# What you should do:
Every line of the data should be written out exactly, with the pictures left out.

(Dataset excerpts)

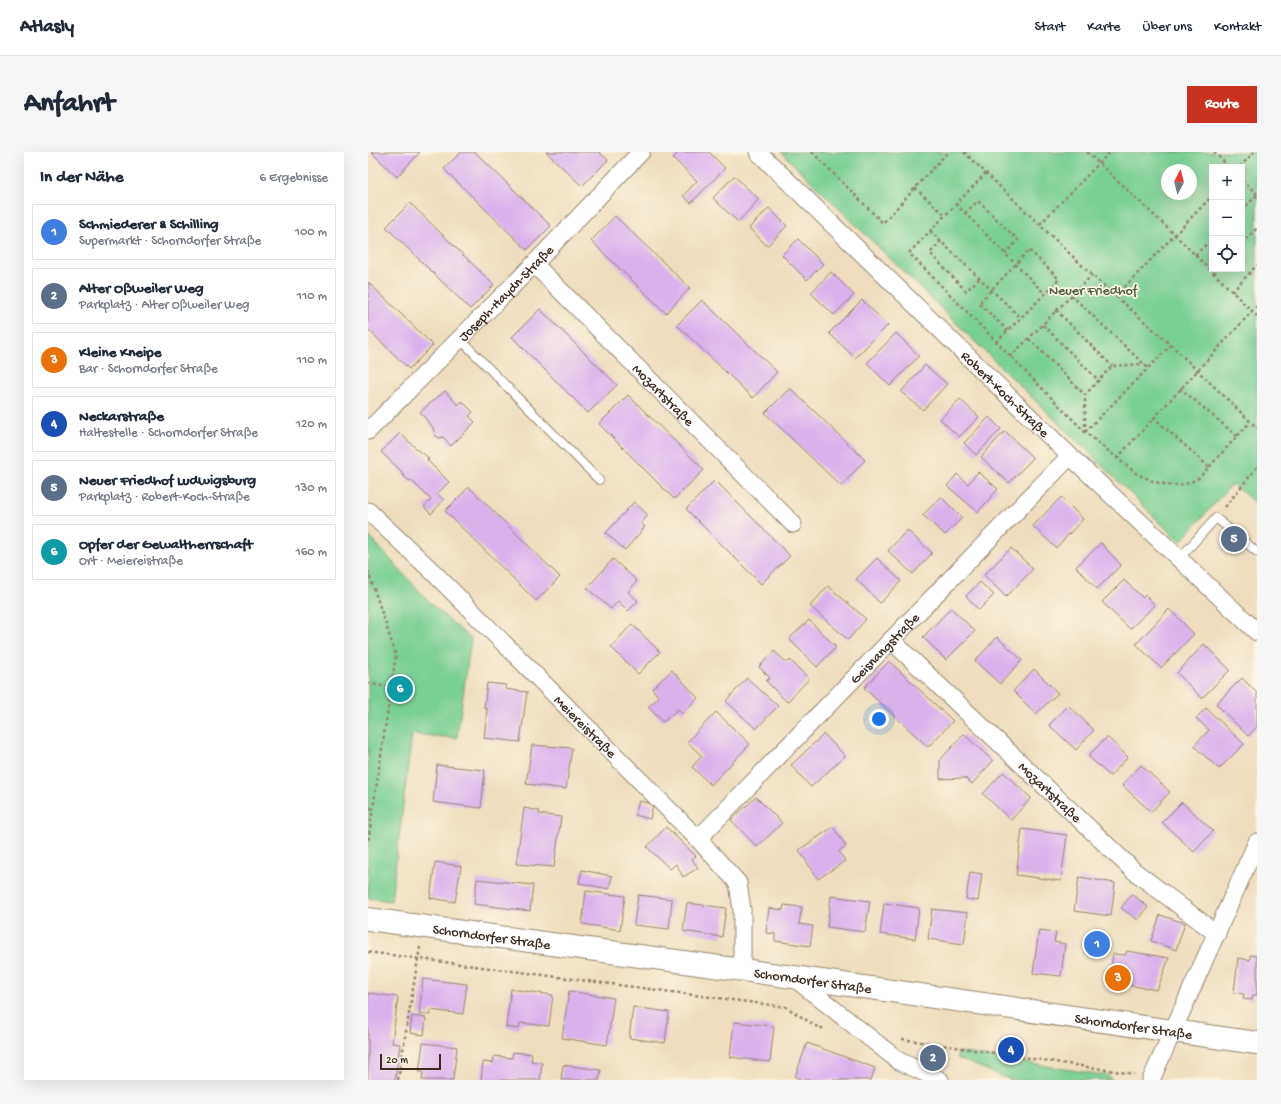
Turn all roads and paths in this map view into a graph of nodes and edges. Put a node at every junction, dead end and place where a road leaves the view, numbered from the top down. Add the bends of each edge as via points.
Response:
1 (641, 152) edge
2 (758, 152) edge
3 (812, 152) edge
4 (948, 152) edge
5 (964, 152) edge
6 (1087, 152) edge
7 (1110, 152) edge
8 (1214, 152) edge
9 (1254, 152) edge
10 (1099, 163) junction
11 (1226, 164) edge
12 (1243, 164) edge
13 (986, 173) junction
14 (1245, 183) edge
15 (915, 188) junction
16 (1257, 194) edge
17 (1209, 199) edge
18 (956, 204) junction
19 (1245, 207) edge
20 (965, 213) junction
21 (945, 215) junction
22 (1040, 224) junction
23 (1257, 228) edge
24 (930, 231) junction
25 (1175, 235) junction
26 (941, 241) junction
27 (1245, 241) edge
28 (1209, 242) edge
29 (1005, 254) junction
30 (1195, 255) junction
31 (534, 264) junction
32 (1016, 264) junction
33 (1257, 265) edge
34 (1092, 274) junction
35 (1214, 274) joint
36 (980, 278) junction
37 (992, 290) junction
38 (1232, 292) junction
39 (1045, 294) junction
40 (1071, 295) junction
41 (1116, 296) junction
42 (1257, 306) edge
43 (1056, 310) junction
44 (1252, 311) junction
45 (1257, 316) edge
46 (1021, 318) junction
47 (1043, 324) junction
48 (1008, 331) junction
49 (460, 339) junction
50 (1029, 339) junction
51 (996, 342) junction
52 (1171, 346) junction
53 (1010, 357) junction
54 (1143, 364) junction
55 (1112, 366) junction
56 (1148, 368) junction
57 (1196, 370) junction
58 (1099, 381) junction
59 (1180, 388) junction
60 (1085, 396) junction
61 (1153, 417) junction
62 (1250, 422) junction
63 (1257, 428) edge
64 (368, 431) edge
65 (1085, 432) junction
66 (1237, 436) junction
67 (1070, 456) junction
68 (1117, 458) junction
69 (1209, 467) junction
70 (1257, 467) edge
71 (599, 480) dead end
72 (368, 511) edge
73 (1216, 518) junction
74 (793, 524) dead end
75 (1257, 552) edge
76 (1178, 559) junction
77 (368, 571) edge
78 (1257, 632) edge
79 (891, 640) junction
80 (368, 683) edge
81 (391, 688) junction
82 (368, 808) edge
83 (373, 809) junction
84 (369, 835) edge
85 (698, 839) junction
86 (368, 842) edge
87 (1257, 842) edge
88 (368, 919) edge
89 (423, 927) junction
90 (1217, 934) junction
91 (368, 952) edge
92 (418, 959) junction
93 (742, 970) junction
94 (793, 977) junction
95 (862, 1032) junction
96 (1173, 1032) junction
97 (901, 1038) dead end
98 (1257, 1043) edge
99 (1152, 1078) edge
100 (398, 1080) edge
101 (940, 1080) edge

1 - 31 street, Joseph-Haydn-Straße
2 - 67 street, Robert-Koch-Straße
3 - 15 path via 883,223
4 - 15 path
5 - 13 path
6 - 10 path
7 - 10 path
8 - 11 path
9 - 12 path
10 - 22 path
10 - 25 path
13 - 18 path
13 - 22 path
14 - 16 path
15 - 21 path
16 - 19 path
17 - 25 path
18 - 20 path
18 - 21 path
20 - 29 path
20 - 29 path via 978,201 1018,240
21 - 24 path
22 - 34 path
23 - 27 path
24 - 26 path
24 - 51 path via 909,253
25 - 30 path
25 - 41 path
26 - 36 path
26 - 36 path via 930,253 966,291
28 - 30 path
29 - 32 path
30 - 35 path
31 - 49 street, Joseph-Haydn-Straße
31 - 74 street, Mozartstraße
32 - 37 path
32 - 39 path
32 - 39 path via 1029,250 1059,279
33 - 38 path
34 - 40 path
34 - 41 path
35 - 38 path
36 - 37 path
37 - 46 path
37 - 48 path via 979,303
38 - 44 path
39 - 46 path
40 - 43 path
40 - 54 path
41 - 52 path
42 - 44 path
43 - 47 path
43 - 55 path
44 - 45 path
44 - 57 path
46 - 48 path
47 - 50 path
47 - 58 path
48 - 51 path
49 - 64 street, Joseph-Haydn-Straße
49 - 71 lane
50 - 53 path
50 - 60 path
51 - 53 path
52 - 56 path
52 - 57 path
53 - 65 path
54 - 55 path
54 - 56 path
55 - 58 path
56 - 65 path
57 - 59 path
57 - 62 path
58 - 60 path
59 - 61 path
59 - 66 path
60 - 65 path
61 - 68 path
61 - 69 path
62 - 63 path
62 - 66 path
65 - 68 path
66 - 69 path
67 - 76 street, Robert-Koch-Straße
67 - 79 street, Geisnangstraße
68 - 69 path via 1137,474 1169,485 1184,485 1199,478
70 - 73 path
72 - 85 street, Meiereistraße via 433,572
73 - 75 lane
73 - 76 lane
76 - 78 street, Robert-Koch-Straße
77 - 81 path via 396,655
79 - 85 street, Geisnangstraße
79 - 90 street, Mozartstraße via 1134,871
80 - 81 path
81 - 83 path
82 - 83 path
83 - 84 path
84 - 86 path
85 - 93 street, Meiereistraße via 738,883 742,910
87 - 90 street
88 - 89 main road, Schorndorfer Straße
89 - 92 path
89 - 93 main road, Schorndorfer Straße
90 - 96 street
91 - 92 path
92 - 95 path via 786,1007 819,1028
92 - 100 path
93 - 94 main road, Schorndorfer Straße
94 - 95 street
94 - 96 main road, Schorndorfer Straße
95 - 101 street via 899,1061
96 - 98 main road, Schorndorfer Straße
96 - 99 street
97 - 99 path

# Exercise answer:
Turn all roads and paths in this map view into a graph of nodes and edges. Put a node at every junction, dead end and place where a road leaves the view, numbered from the top down. Add the bends of each edge as via points.
Response:
1 (641, 152) edge
2 (758, 152) edge
3 (812, 152) edge
4 (948, 152) edge
5 (964, 152) edge
6 (1087, 152) edge
7 (1110, 152) edge
8 (1214, 152) edge
9 (1254, 152) edge
10 (1099, 163) junction
11 (1226, 164) edge
12 (1243, 164) edge
13 (986, 173) junction
14 (1245, 183) edge
15 (915, 188) junction
16 (1257, 194) edge
17 (1209, 199) edge
18 (956, 204) junction
19 (1245, 207) edge
20 (965, 213) junction
21 (945, 215) junction
22 (1040, 224) junction
23 (1257, 228) edge
24 (930, 231) junction
25 (1175, 235) junction
26 (941, 241) junction
27 (1245, 241) edge
28 (1209, 242) edge
29 (1005, 254) junction
30 (1195, 255) junction
31 (534, 264) junction
32 (1016, 264) junction
33 (1257, 265) edge
34 (1092, 274) junction
35 (1214, 274) joint
36 (980, 278) junction
37 (992, 290) junction
38 (1232, 292) junction
39 (1045, 294) junction
40 (1071, 295) junction
41 (1116, 296) junction
42 (1257, 306) edge
43 (1056, 310) junction
44 (1252, 311) junction
45 (1257, 316) edge
46 (1021, 318) junction
47 (1043, 324) junction
48 (1008, 331) junction
49 (460, 339) junction
50 (1029, 339) junction
51 (996, 342) junction
52 (1171, 346) junction
53 (1010, 357) junction
54 (1143, 364) junction
55 (1112, 366) junction
56 (1148, 368) junction
57 (1196, 370) junction
58 (1099, 381) junction
59 (1180, 388) junction
60 (1085, 396) junction
61 (1153, 417) junction
62 (1250, 422) junction
63 (1257, 428) edge
64 (368, 431) edge
65 (1085, 432) junction
66 (1237, 436) junction
67 (1070, 456) junction
68 (1117, 458) junction
69 (1209, 467) junction
70 (1257, 467) edge
71 (599, 480) dead end
72 (368, 511) edge
73 (1216, 518) junction
74 (793, 524) dead end
75 (1257, 552) edge
76 (1178, 559) junction
77 (368, 571) edge
78 (1257, 632) edge
79 (891, 640) junction
80 (368, 683) edge
81 (391, 688) junction
82 (368, 808) edge
83 (373, 809) junction
84 (369, 835) edge
85 (698, 839) junction
86 (368, 842) edge
87 (1257, 842) edge
88 (368, 919) edge
89 (423, 927) junction
90 (1217, 934) junction
91 (368, 952) edge
92 (418, 959) junction
93 (742, 970) junction
94 (793, 977) junction
95 (862, 1032) junction
96 (1173, 1032) junction
97 (901, 1038) dead end
98 (1257, 1043) edge
99 (1152, 1078) edge
100 (398, 1080) edge
101 (940, 1080) edge

1 - 31 street, Joseph-Haydn-Straße
2 - 67 street, Robert-Koch-Straße
3 - 15 path via 883,223
4 - 15 path
5 - 13 path
6 - 10 path
7 - 10 path
8 - 11 path
9 - 12 path
10 - 22 path
10 - 25 path
13 - 18 path
13 - 22 path
14 - 16 path
15 - 21 path
16 - 19 path
17 - 25 path
18 - 20 path
18 - 21 path
20 - 29 path
20 - 29 path via 978,201 1018,240
21 - 24 path
22 - 34 path
23 - 27 path
24 - 26 path
24 - 51 path via 909,253
25 - 30 path
25 - 41 path
26 - 36 path
26 - 36 path via 930,253 966,291
28 - 30 path
29 - 32 path
30 - 35 path
31 - 49 street, Joseph-Haydn-Straße
31 - 74 street, Mozartstraße
32 - 37 path
32 - 39 path
32 - 39 path via 1029,250 1059,279
33 - 38 path
34 - 40 path
34 - 41 path
35 - 38 path
36 - 37 path
37 - 46 path
37 - 48 path via 979,303
38 - 44 path
39 - 46 path
40 - 43 path
40 - 54 path
41 - 52 path
42 - 44 path
43 - 47 path
43 - 55 path
44 - 45 path
44 - 57 path
46 - 48 path
47 - 50 path
47 - 58 path
48 - 51 path
49 - 64 street, Joseph-Haydn-Straße
49 - 71 lane
50 - 53 path
50 - 60 path
51 - 53 path
52 - 56 path
52 - 57 path
53 - 65 path
54 - 55 path
54 - 56 path
55 - 58 path
56 - 65 path
57 - 59 path
57 - 62 path
58 - 60 path
59 - 61 path
59 - 66 path
60 - 65 path
61 - 68 path
61 - 69 path
62 - 63 path
62 - 66 path
65 - 68 path
66 - 69 path
67 - 76 street, Robert-Koch-Straße
67 - 79 street, Geisnangstraße
68 - 69 path via 1137,474 1169,485 1184,485 1199,478
70 - 73 path
72 - 85 street, Meiereistraße via 433,572
73 - 75 lane
73 - 76 lane
76 - 78 street, Robert-Koch-Straße
77 - 81 path via 396,655
79 - 85 street, Geisnangstraße
79 - 90 street, Mozartstraße via 1134,871
80 - 81 path
81 - 83 path
82 - 83 path
83 - 84 path
84 - 86 path
85 - 93 street, Meiereistraße via 738,883 742,910
87 - 90 street
88 - 89 main road, Schorndorfer Straße
89 - 92 path
89 - 93 main road, Schorndorfer Straße
90 - 96 street
91 - 92 path
92 - 95 path via 786,1007 819,1028
92 - 100 path
93 - 94 main road, Schorndorfer Straße
94 - 95 street
94 - 96 main road, Schorndorfer Straße
95 - 101 street via 899,1061
96 - 98 main road, Schorndorfer Straße
96 - 99 street
97 - 99 path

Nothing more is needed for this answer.